Requirement: All lines in the records below with the word "Bajart" must be returned.

Records from a data collection
|---|

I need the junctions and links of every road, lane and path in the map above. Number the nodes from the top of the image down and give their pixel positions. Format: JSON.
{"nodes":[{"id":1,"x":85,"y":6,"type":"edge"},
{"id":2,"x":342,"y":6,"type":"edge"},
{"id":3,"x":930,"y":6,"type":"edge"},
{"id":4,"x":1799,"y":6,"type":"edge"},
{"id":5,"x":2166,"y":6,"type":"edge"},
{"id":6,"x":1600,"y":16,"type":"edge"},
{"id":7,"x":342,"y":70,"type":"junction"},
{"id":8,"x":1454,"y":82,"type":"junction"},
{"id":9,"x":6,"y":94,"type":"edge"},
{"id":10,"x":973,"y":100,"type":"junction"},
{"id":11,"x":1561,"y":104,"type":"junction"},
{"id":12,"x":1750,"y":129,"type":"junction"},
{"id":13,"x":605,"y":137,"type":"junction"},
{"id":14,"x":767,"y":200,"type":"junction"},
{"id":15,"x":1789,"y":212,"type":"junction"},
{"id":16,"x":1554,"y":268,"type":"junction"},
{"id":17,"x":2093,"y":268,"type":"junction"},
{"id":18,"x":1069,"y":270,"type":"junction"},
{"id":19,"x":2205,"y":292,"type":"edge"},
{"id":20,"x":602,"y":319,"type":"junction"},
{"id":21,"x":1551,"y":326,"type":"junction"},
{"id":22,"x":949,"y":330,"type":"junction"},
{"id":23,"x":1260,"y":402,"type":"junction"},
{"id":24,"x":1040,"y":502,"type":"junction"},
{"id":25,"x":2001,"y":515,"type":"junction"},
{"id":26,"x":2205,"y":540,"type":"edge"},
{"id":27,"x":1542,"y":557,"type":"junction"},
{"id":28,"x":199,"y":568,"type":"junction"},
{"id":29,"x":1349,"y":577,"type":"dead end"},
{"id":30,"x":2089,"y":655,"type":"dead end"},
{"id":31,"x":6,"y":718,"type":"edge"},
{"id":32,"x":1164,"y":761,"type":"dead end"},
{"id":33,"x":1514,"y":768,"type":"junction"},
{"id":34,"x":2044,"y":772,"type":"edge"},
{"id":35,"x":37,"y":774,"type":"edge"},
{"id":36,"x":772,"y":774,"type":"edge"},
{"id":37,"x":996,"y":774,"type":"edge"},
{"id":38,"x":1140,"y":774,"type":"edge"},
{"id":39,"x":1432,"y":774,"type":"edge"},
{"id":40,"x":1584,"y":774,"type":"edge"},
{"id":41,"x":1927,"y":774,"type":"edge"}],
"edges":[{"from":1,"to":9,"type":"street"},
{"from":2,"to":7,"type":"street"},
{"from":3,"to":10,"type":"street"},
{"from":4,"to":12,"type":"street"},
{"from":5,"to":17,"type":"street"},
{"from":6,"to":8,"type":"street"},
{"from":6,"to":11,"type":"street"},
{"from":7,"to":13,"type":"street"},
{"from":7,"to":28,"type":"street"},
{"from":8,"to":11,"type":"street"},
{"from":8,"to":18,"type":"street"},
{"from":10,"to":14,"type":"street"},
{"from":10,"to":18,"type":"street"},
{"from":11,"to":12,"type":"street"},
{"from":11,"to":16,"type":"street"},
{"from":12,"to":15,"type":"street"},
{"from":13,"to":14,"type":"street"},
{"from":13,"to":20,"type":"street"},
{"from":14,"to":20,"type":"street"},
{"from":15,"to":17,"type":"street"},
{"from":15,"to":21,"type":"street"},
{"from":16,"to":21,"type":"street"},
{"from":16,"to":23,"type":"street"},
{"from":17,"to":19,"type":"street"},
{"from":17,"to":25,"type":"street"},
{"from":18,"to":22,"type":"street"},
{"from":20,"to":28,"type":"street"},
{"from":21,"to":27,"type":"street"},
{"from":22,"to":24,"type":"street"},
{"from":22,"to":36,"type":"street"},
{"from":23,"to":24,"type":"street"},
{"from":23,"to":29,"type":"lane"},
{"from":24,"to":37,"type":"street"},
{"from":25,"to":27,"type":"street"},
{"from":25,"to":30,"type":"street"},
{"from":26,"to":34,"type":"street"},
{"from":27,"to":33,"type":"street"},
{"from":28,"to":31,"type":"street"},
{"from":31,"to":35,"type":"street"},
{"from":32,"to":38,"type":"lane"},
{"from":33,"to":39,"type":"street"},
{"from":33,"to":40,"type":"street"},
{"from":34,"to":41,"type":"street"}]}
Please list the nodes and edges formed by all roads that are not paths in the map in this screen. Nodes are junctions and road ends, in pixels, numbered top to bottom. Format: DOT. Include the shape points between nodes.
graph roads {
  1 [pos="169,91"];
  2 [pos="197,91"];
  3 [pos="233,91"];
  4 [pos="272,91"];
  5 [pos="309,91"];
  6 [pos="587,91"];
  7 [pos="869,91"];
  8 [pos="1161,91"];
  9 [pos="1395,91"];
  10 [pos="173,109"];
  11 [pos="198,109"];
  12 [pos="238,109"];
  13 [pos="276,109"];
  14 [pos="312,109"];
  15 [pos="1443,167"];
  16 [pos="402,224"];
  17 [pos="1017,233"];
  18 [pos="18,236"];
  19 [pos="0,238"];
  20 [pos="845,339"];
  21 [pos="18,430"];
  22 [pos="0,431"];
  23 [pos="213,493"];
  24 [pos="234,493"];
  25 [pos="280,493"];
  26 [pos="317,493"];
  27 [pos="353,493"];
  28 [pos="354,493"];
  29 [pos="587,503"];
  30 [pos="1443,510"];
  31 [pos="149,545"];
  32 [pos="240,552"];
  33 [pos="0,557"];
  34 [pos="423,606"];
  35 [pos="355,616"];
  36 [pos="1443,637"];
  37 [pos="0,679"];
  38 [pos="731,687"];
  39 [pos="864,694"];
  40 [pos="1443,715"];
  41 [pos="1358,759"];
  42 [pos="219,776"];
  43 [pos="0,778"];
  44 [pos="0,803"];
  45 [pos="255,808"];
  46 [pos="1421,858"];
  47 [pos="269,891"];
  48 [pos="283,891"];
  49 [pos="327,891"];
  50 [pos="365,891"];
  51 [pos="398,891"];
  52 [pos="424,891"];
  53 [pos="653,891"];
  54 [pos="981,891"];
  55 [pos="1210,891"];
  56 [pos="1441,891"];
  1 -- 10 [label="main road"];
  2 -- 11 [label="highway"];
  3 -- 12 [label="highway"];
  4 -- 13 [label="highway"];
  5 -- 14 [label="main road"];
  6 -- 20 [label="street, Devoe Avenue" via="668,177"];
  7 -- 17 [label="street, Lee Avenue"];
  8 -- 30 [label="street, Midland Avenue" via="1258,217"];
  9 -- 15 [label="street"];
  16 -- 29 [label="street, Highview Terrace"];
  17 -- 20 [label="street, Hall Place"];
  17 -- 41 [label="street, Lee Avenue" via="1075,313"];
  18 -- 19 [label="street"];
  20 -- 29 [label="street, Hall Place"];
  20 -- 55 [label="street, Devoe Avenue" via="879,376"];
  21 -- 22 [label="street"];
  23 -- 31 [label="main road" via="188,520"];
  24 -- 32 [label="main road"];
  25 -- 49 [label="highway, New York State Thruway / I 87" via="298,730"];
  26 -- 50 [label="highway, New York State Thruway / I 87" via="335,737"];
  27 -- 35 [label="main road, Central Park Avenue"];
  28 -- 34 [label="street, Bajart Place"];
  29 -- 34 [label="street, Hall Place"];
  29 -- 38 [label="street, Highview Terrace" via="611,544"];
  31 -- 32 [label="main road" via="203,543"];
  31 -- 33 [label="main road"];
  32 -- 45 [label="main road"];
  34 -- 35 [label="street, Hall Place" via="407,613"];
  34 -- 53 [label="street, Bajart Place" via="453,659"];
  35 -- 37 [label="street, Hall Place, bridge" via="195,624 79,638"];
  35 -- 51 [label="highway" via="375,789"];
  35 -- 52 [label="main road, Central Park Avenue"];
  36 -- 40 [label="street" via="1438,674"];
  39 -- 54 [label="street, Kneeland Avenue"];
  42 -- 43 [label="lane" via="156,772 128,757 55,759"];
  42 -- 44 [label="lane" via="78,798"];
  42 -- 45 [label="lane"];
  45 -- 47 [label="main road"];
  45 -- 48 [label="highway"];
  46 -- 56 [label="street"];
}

|---|

Exercise answer:
  28 -- 34 [label="street, Bajart Place"];
  34 -- 53 [label="street, Bajart Place" via="453,659"];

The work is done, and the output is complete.